Assignment: Return the count of lines in the following records that include "Onze", and nothing more.

(Saved data entries)
..............................
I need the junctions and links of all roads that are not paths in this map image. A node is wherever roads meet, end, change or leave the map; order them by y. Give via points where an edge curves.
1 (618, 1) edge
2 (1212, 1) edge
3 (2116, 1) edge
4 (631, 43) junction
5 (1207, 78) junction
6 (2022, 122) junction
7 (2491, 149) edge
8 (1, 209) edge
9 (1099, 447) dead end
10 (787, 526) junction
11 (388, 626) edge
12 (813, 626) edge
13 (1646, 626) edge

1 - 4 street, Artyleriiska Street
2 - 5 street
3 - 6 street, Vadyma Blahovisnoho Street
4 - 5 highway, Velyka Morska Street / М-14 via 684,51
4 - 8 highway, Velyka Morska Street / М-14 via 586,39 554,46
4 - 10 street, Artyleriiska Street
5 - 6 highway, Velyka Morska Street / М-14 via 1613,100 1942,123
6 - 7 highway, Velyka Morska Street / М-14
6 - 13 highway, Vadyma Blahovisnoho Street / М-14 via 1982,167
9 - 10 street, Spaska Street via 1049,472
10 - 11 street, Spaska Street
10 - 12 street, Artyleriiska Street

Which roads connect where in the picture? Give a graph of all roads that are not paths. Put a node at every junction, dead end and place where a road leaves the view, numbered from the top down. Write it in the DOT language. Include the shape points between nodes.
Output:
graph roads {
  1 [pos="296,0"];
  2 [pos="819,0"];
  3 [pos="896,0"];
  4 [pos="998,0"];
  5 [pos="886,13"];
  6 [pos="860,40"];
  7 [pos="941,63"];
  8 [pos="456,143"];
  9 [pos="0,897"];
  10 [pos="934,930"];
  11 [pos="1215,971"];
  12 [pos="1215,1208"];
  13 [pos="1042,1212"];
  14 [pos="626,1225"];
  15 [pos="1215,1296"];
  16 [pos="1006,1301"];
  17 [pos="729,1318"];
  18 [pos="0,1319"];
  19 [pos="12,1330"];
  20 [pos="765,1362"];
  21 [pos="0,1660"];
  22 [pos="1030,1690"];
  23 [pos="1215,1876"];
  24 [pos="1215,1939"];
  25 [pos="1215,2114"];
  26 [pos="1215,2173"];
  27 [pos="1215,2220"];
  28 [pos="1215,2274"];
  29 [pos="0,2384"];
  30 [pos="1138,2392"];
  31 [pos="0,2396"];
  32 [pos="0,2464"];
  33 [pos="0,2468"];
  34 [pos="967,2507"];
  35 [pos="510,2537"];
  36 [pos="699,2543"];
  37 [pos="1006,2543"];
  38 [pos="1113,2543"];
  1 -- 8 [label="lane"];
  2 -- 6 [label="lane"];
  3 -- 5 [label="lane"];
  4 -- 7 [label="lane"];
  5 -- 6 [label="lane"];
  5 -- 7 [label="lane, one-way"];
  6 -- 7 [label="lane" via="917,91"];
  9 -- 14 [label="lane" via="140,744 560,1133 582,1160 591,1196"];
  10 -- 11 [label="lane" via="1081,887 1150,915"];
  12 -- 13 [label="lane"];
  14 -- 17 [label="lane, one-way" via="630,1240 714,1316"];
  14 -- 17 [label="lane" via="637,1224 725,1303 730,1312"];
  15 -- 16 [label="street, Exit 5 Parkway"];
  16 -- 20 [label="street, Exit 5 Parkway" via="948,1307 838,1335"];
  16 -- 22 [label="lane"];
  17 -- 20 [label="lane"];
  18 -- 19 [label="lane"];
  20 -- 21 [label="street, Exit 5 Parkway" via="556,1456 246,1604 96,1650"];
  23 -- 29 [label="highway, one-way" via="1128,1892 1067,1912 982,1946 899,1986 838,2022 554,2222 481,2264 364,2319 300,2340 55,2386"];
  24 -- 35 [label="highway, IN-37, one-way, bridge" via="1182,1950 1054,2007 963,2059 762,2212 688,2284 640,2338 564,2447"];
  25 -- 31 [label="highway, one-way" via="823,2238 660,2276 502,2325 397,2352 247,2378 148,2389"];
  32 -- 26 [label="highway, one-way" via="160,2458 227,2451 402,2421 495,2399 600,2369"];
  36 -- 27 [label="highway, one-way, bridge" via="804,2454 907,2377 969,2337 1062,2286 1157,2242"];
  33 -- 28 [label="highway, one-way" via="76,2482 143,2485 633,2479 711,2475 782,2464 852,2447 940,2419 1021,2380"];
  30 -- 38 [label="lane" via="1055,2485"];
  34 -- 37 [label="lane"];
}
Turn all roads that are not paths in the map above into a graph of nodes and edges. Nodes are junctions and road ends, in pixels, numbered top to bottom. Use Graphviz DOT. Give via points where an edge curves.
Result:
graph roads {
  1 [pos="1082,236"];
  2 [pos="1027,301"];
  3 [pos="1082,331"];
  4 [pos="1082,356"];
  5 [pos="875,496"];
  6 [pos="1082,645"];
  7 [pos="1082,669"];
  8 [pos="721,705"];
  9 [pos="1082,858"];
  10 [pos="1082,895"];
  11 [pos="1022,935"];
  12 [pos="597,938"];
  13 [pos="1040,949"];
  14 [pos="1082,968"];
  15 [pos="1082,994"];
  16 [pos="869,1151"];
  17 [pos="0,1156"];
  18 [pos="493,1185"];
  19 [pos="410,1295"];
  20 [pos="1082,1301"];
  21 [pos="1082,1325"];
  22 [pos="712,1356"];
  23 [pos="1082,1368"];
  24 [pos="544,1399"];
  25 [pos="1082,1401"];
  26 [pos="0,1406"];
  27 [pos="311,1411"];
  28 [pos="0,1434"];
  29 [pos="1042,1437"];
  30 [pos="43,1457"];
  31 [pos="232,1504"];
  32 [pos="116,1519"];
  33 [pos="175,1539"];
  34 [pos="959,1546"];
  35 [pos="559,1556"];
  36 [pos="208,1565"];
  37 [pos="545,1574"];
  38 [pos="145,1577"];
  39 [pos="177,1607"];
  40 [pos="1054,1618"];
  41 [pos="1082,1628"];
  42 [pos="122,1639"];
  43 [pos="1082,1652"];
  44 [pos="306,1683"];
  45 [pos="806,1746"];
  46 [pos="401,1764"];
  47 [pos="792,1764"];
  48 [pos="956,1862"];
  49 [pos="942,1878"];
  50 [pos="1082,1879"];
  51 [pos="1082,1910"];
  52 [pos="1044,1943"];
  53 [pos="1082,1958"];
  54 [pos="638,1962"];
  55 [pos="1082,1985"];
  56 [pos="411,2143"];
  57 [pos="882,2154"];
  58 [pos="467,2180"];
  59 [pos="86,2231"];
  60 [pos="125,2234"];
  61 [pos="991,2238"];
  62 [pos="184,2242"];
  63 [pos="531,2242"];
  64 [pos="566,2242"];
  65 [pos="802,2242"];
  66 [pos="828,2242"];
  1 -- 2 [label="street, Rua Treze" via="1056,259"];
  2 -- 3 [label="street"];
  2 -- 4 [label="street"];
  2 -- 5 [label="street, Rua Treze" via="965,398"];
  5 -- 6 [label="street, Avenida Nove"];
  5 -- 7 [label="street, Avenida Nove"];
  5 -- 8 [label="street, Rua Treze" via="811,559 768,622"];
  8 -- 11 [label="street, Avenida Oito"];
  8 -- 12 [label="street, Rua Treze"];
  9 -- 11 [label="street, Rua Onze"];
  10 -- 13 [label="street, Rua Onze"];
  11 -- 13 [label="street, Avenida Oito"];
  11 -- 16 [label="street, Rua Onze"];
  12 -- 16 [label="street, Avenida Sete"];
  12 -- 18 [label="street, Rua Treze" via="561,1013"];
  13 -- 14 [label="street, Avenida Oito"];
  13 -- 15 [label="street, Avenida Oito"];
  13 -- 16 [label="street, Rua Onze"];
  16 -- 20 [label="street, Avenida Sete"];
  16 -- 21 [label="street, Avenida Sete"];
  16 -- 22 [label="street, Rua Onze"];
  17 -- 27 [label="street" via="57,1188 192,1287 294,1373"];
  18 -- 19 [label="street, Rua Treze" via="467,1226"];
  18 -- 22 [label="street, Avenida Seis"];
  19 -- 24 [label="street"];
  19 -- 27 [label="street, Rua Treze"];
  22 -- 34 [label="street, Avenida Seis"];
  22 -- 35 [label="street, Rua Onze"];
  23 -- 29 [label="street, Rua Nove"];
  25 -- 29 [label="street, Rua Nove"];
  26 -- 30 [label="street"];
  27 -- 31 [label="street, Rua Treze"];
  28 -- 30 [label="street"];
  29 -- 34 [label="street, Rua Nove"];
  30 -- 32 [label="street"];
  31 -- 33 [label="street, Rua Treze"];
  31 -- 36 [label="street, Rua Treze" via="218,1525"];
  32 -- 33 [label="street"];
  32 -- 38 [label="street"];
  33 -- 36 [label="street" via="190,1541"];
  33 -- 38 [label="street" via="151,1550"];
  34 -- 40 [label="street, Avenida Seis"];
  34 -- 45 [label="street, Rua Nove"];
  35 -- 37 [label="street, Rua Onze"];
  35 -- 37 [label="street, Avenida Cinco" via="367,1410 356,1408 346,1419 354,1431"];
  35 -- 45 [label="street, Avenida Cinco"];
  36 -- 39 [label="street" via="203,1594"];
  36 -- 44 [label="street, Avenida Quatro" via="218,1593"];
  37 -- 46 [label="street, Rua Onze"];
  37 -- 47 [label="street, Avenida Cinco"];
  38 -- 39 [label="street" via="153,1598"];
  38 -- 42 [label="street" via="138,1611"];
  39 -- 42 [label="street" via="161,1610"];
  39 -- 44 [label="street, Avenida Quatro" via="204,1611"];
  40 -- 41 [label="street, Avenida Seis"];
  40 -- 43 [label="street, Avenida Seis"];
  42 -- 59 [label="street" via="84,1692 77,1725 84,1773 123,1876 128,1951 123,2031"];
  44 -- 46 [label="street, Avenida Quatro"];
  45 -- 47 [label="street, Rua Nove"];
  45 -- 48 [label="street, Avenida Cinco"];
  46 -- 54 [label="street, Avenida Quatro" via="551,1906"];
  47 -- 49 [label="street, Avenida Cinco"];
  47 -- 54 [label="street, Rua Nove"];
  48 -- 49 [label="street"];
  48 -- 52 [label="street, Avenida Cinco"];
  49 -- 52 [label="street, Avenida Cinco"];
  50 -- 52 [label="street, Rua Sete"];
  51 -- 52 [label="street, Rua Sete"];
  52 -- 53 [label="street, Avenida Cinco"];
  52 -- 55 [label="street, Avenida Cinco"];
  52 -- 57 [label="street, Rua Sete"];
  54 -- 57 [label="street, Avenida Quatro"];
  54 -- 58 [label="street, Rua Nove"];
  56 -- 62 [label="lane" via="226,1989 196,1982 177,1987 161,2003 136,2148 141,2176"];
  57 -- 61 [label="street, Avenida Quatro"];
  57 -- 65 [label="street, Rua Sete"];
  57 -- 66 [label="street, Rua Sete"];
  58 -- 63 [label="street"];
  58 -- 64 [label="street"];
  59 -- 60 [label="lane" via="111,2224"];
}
..............................
Solution for this problem: 8